## Directions for this task
Please return the lines of the data that contain "Hôtel".

Data below:

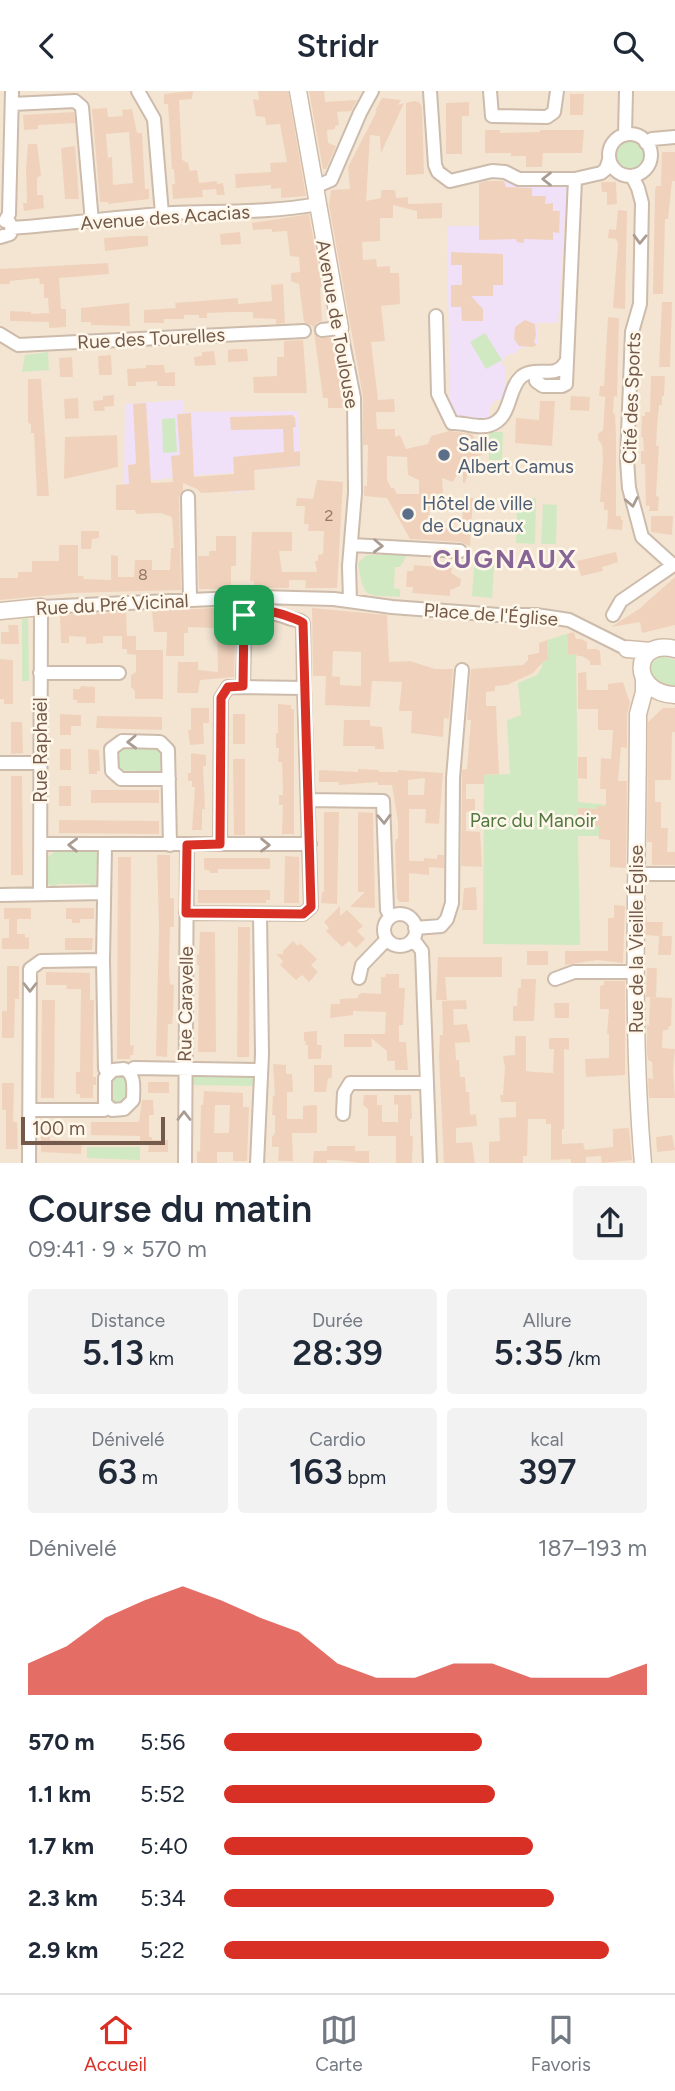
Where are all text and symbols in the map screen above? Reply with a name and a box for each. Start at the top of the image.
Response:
icon: back [28,27,66,65]
text: Stridr [296,27,379,65]
icon: search [609,27,647,65]
one-way arrow [541,171,551,187]
street label: Avenue des Acacias [79,200,251,235]
one-way arrow [633,234,648,245]
street label: Avenue de Toulouse [311,238,364,410]
street label: Rue des Tourelles [77,323,226,354]
street label: Cité des Sports [618,332,645,464]
place label: Salle Albert Camus [458,433,574,478]
marker: Salle Albert Camus [436,447,452,463]
place label: Hôtel de ville de Cugnaux [422,492,533,537]
one-way arrow [624,496,639,508]
house number: 2 [325,506,333,525]
marker: Hôtel de ville de Cugnaux [400,506,416,522]
one-way arrow [373,539,384,554]
district label: CUGNAUX [432,543,578,575]
house number: 8 [138,565,148,584]
pin [214,585,274,645]
street label: Rue du Pré Vicinal [35,589,189,620]
icon: arrive [225,596,263,634]
street label: Place de l'Église [423,598,559,631]
street label: Rue Raphaël [29,697,52,803]
one-way arrow [126,734,137,749]
park label: Parc du Manoir [470,809,597,832]
one-way arrow [376,813,391,824]
one-way arrow [67,837,78,853]
one-way arrow [260,837,271,852]
street label: Rue de la Vieille Église [625,845,648,1033]
street label: Rue Caravelle [173,946,198,1062]
one-way arrow [22,982,38,992]
one-way arrow [176,1110,192,1121]
scale bar [21,1115,164,1146]
text: 100 m [32,1117,85,1140]
text: Course du matin [28,1186,312,1232]
button: share [573,1186,647,1260]
text: 09:41 · 9 × 570 m [28,1235,207,1263]
text: Distance [91,1309,165,1332]
text: Durée [312,1309,363,1332]
text: Allure [523,1309,571,1332]
text: 5.13 [82,1332,144,1374]
text: 28:39 [292,1332,383,1374]
text: 5:35 [494,1332,563,1374]
text: km [144,1347,174,1370]
text: /km [563,1347,601,1370]
text: Dénivelé [91,1428,164,1451]
text: Cardio [309,1428,366,1451]
text: kcal [531,1428,564,1451]
text: 63 [98,1451,137,1493]
text: 163 [289,1451,343,1493]
text: 397 [518,1451,576,1493]
text: m [137,1466,158,1489]
text: bpm [343,1466,386,1489]
text: Dénivelé [28,1534,116,1562]
text: 187–193 m [538,1534,647,1562]
text: 570 m [28,1728,95,1756]
text: 5:56 [140,1728,185,1756]
text: 1.1 km [28,1780,91,1808]
text: 5:52 [140,1780,185,1808]
text: 1.7 km [28,1832,94,1860]
text: 5:40 [140,1832,188,1860]
text: 2.3 km [28,1884,98,1912]
text: 5:34 [140,1884,186,1912]
text: 2.9 km [28,1936,98,1964]
text: 5:22 [140,1936,185,1964]
tab: Accueil [84,2011,147,2076]
tab: Carte [315,2011,363,2076]
tab: Favoris [531,2011,591,2076]

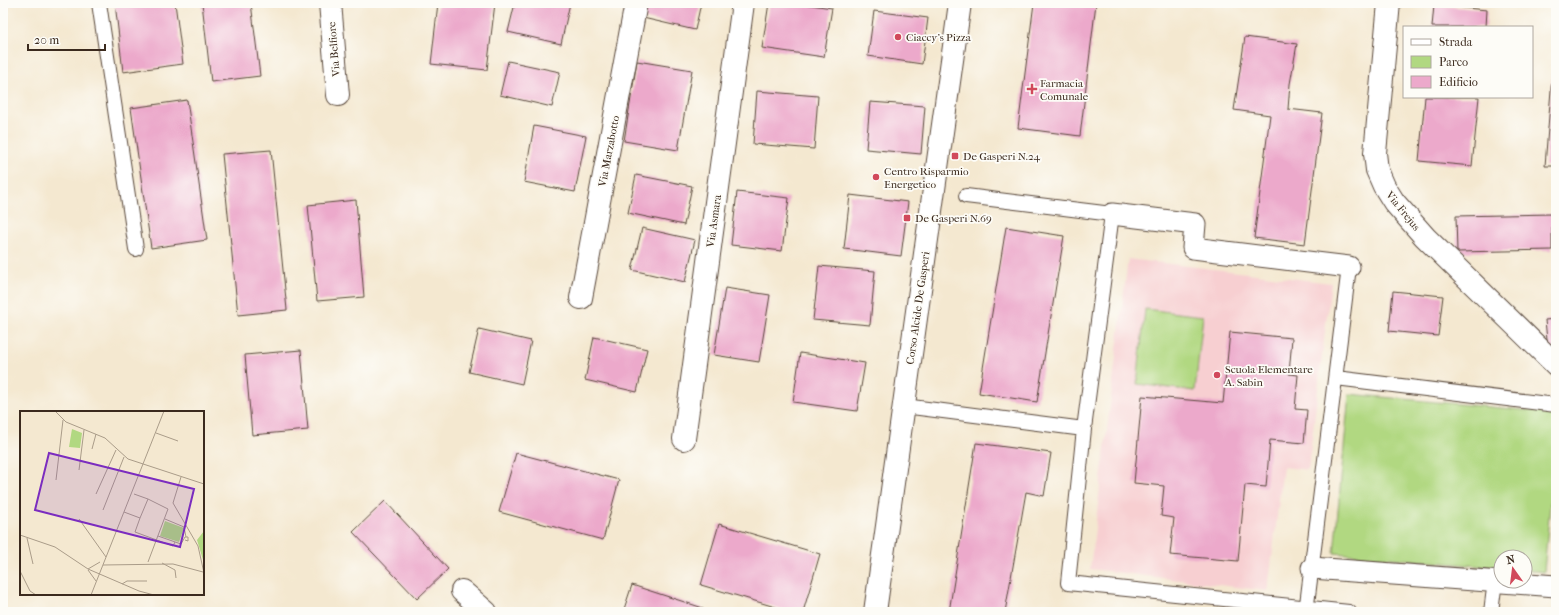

End of Data.

## Answer to this problem
place label: Hôtel de ville de Cugnaux [422,492,533,537]
marker: Hôtel de ville de Cugnaux [400,506,416,522]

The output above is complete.